Everything Lovely, Effortless, Safe by Jenny Hollowell (Henry Holt and Company; June 2010)

“We got what we needed.”

This novel tells the story of one Birdie Baker, a young woman from a small eastern town and a deeply religious upbringing.   She marries young – a huge mistake – and decides to escape the life that others have planned for her.   So she “(comes) to Los Angeles, running from something.”

Birdie has a fantasy, that in the big western city recovered from the desert she will find everything lovely, effortless, safe.   She dreams of becoming an actress, being discovered, walking on red carpets and having young girls envy her.   But L.A. can be a tough town for those without money and fame.   Years pass as Birdie exists as a stand-in for a famous actress and a sometime body double.

Important men, men with power in the movie trade, find Birdie attractive but even they can see that she’s aging fast.   Now time has passed and “she was thirty, almost everything, almost nothing.”
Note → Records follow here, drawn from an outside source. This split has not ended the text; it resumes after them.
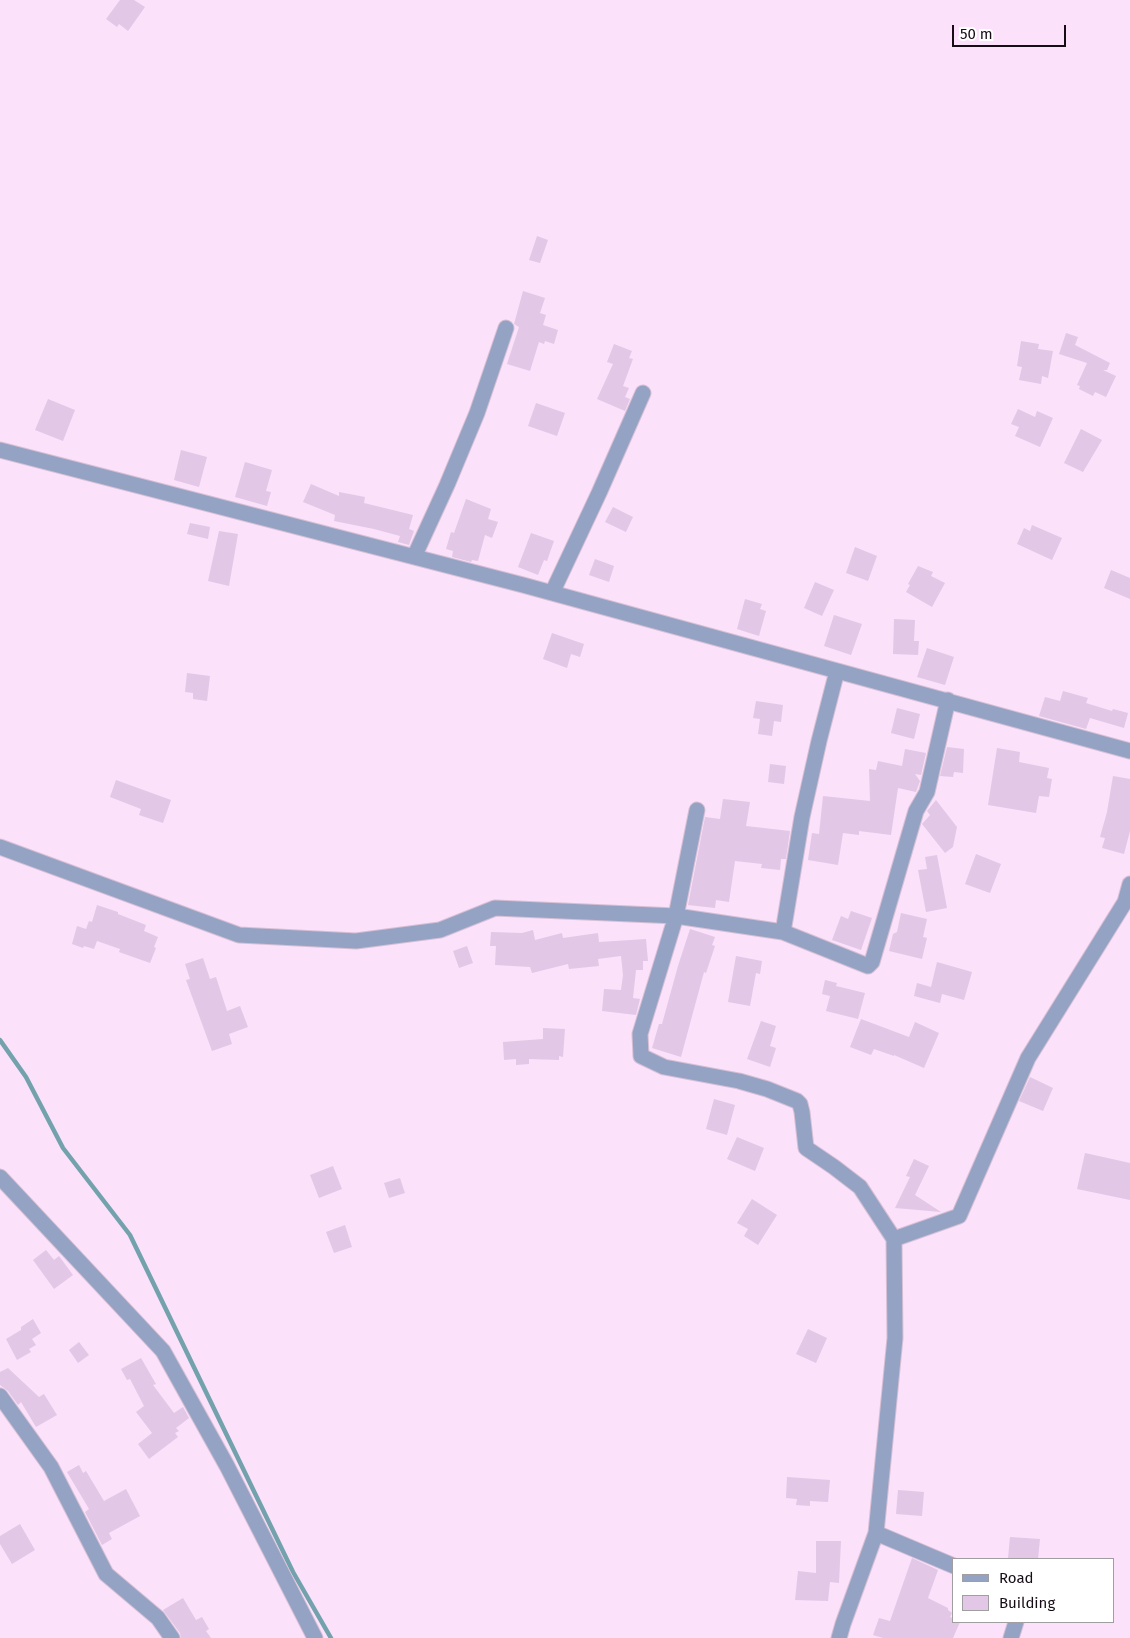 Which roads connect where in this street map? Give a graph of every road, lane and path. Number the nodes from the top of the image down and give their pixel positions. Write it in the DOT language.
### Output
graph roads {
  1 [pos="506,328"];
  2 [pos="643,393"];
  3 [pos="0,450"];
  4 [pos="414,557"];
  5 [pos="552,593"];
  6 [pos="837,671"];
  7 [pos="948,700"];
  8 [pos="1130,751"];
  9 [pos="697,810"];
  10 [pos="0,847"];
  11 [pos="1130,884"];
  12 [pos="676,916"];
  13 [pos="783,932"];
  14 [pos="0,1177"];
  15 [pos="894,1239"];
  16 [pos="0,1396"];
  17 [pos="876,1533"];
  18 [pos="952,1565"];
  19 [pos="1016,1623"];
  20 [pos="172,1638"];
  21 [pos="315,1638"];
  22 [pos="840,1638"];
  23 [pos="1011,1638"];
  1 -- 4 [label="street"];
  2 -- 5 [label="street"];
  3 -- 4 [label="street"];
  4 -- 5 [label="street"];
  5 -- 6 [label="street"];
  6 -- 7 [label="street"];
  6 -- 13 [label="street"];
  7 -- 8 [label="street"];
  7 -- 13 [label="street"];
  9 -- 12 [label="street"];
  10 -- 12 [label="street"];
  11 -- 15 [label="street"];
  12 -- 13 [label="street"];
  12 -- 15 [label="street"];
  14 -- 21 [label="street"];
  15 -- 17 [label="street"];
  16 -- 20 [label="street"];
  17 -- 18 [label="street"];
  17 -- 22 [label="street"];
  19 -- 23 [label="street"];
}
Similar stories have been told in other novels about Hollywood, and this reader worried that the story was running out of gas before the halfway point.   Birdie seems less than totally interesting and often unlikable, and she spends too much time with older men.   Fortunately, Birdie eventually meets Lewis – a young male actor who believes in the same things that Birdie once did.
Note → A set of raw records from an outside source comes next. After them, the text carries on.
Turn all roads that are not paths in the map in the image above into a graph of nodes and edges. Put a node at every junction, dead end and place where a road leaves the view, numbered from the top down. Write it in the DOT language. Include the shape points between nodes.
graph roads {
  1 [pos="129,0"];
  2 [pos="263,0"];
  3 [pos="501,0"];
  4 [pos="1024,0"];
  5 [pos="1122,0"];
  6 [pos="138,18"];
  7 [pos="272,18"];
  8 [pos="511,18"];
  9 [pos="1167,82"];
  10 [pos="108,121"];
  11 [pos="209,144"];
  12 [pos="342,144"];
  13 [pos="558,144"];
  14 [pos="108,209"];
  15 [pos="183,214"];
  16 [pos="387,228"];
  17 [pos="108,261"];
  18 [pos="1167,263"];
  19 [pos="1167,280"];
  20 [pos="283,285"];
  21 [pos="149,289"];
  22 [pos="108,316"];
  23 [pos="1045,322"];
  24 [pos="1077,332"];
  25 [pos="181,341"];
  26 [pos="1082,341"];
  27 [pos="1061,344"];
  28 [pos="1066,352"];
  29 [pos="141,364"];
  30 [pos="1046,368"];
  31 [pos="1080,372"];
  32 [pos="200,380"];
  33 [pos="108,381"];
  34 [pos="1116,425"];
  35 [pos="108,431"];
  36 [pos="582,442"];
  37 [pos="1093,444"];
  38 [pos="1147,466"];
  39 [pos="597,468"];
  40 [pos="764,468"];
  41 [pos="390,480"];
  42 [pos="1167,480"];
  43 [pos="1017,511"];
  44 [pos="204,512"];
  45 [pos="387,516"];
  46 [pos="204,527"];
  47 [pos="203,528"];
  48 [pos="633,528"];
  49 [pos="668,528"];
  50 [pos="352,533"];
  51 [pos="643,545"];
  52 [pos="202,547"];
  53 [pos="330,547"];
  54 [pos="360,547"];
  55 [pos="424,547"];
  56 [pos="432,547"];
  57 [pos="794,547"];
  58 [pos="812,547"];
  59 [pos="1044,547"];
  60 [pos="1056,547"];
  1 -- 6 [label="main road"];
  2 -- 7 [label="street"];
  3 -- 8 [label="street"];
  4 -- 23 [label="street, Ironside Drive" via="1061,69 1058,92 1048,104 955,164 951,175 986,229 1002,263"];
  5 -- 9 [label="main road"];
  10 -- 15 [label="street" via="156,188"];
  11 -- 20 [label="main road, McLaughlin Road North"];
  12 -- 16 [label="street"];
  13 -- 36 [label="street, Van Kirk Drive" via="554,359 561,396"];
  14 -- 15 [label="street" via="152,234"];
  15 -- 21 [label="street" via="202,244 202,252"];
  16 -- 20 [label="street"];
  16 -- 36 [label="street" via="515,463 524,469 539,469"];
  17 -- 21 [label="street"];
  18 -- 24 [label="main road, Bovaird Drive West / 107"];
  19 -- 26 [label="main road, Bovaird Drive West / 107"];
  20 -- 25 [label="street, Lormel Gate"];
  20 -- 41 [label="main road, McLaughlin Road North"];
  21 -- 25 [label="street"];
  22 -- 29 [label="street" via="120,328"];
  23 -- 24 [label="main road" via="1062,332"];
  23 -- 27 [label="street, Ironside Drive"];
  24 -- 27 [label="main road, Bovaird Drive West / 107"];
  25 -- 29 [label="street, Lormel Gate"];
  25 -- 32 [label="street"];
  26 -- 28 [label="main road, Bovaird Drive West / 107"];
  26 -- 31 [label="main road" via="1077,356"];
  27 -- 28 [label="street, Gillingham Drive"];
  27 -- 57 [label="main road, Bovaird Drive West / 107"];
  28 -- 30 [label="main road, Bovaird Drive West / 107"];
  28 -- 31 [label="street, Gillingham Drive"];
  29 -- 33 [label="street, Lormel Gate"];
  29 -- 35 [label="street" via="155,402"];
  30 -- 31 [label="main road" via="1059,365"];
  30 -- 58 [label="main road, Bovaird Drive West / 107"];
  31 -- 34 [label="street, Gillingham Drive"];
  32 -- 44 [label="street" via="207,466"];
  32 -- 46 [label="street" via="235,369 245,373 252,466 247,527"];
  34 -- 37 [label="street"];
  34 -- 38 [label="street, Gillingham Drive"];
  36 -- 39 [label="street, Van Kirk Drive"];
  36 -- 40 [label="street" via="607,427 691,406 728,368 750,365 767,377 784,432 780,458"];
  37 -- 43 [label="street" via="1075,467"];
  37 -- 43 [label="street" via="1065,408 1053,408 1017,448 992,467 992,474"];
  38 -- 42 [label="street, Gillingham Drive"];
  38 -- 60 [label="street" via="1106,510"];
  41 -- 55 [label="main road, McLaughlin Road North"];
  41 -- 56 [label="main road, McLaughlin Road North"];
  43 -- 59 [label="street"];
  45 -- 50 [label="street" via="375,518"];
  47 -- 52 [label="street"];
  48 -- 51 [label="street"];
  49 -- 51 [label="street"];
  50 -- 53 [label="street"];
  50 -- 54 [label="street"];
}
First-time author Hollowell comes up with some great lines detailing how Birdie sees Lewis as a younger version of herself; a fellow traveler haunted by his past but filled with hopes and optimism:  “How young he was, afraid of forgetting the tragedies that made him.   He did not yet know that he will never forget, that he will want to forget but will not be able to.”   With the character of Lewis, Hollowell finds a sweet spot.   Birdie will, of course, become romantically involved with Lewis but even she understands that this will end up like a brother and sister relationship.

Birdie is at first confused about life in L.A. and about why she is not getting what she wants and needs.   She goes on to become a woman who literally comes to believe that having a life – at least the life she wants – is impossible.   And yet she knows she has certain powers.   While producers and directors may not chase after her (pretty girls in Hollywood being a nickel a dozen), a lot of average men do want to be with her.   Why?   Well, because Birdie “did not talk about the future or ask them to be in it…  She did not seem to want them so they pursued her to discover the reason.”

The second half of the novel is strong as Hollowell discovers a way to give Birdie most of what she wants out of life, if not all of what she once dreamed.   And the conclusion – the final words – of Everything Lovely, Effortless, Safe cannot be improved upon.   “This is how everything should end:  with the forgotten remembered, the wounded healed, and the sinners forgiven.”

This is a nice debut for Jenny Hollowell.   This reviewer hopes that her sophomore effort is built around a more engaging (and intelligent) protagonist, and that she finds a unique story line.   She’s a self-professed fan of Bob Dylan (“He is so good at summing things up…”) and perhaps she will find some inspiration there.

Recommended.

Take Away:   This story is not very original and it is not close to perfect, but there’s enough here to make it an engaging and satisfying read.

A review copy was provided by the publisher.